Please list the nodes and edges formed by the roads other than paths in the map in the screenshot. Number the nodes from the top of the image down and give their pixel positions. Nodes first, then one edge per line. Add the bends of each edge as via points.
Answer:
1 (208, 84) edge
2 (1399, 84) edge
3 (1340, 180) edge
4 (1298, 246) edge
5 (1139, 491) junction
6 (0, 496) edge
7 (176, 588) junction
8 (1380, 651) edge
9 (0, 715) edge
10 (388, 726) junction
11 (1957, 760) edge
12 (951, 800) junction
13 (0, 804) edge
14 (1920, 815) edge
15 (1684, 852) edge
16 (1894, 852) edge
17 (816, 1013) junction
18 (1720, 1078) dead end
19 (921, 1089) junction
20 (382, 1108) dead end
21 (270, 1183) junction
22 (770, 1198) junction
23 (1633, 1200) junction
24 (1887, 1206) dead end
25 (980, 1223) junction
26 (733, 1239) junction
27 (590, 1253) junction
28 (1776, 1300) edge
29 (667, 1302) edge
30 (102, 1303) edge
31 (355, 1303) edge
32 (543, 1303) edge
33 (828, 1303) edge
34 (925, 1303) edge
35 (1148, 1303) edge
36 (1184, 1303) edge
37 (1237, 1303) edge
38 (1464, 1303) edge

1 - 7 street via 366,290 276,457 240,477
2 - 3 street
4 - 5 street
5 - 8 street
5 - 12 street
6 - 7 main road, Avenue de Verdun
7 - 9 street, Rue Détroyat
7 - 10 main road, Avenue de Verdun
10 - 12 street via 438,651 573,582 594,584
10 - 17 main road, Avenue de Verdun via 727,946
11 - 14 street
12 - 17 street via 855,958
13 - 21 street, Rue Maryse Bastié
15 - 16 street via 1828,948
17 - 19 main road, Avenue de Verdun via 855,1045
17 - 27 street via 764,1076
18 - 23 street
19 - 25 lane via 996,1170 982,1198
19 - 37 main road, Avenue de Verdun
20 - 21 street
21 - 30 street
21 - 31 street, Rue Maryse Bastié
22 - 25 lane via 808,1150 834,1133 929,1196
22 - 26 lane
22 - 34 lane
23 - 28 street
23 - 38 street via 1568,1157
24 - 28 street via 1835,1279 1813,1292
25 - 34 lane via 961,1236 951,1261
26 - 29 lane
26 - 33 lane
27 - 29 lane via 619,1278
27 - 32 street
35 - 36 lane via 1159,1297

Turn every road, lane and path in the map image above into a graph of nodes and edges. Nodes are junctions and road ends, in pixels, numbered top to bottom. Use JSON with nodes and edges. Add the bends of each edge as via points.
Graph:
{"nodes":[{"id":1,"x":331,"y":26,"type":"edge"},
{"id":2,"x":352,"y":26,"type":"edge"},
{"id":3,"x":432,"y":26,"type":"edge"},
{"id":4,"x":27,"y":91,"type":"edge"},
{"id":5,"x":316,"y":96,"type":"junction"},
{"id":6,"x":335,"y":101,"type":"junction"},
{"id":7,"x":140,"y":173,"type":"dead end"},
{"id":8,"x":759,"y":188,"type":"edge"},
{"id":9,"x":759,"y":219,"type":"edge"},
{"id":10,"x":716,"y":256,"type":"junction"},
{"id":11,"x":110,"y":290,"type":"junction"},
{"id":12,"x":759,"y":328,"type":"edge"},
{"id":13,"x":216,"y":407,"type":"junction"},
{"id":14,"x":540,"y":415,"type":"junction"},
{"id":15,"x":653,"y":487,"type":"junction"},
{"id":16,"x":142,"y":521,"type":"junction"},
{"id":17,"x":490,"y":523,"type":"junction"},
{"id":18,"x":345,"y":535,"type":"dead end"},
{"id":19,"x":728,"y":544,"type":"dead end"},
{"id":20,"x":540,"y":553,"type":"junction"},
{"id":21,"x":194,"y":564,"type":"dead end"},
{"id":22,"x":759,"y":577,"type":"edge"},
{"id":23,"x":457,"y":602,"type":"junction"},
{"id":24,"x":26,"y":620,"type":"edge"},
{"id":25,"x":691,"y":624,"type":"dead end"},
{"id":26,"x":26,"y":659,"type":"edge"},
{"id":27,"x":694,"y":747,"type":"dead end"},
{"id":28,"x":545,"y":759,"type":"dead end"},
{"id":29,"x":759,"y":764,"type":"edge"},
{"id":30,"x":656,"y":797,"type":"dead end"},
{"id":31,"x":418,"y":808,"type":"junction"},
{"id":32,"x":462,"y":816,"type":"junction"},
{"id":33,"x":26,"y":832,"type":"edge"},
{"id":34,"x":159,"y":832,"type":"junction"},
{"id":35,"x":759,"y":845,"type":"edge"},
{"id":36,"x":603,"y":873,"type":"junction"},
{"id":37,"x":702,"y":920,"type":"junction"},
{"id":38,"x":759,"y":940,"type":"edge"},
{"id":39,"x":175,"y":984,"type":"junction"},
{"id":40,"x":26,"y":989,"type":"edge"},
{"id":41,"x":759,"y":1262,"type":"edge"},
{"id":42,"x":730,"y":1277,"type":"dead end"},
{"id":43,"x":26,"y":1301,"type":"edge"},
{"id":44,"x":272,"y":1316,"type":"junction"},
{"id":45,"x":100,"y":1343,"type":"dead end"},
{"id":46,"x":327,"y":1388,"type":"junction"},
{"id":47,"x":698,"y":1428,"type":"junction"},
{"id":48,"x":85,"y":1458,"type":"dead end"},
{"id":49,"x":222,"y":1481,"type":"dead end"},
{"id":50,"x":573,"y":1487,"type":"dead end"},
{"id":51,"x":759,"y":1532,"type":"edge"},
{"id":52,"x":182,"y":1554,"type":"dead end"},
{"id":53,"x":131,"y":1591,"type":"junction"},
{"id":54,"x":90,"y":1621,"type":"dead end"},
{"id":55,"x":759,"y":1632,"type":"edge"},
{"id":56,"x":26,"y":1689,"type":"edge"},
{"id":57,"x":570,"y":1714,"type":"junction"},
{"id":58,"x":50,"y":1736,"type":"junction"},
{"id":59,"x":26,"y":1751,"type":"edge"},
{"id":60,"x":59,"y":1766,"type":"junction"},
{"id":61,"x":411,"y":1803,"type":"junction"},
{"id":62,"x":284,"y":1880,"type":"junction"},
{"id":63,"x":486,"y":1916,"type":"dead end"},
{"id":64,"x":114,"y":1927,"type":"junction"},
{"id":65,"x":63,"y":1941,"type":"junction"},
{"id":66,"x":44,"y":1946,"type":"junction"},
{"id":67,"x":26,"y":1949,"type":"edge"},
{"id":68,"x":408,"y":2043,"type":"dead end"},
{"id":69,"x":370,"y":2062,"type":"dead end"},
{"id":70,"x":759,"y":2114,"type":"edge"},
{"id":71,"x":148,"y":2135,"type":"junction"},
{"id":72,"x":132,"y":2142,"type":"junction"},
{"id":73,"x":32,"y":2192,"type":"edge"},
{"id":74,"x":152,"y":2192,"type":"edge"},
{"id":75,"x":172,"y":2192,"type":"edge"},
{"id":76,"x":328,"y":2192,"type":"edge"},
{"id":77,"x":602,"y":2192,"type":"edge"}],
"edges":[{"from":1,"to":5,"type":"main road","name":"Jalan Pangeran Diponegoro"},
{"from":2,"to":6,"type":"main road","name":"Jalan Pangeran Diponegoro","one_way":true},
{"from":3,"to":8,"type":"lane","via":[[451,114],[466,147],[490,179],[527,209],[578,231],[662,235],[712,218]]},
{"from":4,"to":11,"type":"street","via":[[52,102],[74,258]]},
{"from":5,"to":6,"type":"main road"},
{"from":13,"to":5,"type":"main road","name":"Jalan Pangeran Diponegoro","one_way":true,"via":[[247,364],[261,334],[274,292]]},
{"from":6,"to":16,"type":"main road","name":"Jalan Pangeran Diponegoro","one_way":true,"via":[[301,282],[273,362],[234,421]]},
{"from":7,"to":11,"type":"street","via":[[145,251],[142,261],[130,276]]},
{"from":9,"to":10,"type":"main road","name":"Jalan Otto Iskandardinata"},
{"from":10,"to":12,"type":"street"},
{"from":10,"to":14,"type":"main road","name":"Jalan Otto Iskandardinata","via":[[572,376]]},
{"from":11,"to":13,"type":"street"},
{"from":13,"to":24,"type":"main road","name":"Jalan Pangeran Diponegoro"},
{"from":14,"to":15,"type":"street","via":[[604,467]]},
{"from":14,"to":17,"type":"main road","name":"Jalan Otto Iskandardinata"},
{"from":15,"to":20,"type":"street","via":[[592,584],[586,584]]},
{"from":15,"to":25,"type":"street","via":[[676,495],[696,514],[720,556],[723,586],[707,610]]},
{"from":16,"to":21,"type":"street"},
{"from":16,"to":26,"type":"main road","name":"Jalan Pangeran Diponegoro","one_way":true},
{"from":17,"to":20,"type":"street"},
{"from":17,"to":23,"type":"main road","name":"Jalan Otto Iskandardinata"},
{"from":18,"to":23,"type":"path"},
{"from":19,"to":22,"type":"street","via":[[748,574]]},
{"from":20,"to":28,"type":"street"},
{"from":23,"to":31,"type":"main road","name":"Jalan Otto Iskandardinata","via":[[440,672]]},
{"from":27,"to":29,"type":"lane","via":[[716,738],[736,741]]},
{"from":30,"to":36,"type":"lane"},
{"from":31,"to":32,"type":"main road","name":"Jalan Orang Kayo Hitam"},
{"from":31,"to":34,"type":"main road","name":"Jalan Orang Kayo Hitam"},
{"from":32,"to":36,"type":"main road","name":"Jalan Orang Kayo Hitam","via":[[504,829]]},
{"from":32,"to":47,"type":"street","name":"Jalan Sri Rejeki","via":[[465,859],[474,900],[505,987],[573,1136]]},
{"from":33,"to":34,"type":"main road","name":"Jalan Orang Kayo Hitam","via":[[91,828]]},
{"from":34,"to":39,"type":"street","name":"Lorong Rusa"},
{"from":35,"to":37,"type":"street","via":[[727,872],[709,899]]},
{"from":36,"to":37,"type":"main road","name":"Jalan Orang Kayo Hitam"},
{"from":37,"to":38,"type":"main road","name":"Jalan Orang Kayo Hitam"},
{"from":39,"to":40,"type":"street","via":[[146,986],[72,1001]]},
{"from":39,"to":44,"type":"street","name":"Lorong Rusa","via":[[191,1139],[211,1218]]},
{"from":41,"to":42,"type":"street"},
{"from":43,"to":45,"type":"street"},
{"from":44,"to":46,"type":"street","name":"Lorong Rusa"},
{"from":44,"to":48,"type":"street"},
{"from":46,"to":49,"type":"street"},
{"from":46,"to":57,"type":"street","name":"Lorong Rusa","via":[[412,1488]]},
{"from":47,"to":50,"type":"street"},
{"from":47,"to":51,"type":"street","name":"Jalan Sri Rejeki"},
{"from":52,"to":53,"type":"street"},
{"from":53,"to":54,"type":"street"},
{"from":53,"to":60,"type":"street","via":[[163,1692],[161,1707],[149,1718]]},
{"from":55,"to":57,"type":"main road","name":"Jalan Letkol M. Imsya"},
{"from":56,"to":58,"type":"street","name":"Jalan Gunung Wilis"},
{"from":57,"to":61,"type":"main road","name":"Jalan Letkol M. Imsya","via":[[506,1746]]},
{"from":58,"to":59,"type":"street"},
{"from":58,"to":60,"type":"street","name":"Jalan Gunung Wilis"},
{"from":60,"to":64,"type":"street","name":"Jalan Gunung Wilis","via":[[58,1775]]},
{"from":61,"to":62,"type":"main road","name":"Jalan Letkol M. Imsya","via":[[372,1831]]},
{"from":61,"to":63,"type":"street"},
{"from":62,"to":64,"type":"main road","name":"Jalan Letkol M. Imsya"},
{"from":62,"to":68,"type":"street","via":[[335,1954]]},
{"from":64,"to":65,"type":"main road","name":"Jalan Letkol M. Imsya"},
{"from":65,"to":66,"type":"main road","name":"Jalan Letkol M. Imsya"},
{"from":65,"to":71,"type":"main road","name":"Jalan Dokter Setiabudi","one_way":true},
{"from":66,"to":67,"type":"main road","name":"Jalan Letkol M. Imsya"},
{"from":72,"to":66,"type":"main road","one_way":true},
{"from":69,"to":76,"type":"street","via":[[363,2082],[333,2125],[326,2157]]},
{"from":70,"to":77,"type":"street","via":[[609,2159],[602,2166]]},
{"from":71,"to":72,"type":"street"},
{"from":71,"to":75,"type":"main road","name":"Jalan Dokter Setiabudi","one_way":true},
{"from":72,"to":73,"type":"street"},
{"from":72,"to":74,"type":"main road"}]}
────────────────
#### Your goal
Note how many lines above hold "Setiabudi" and give that figure alone.

#### Response for this exercise
2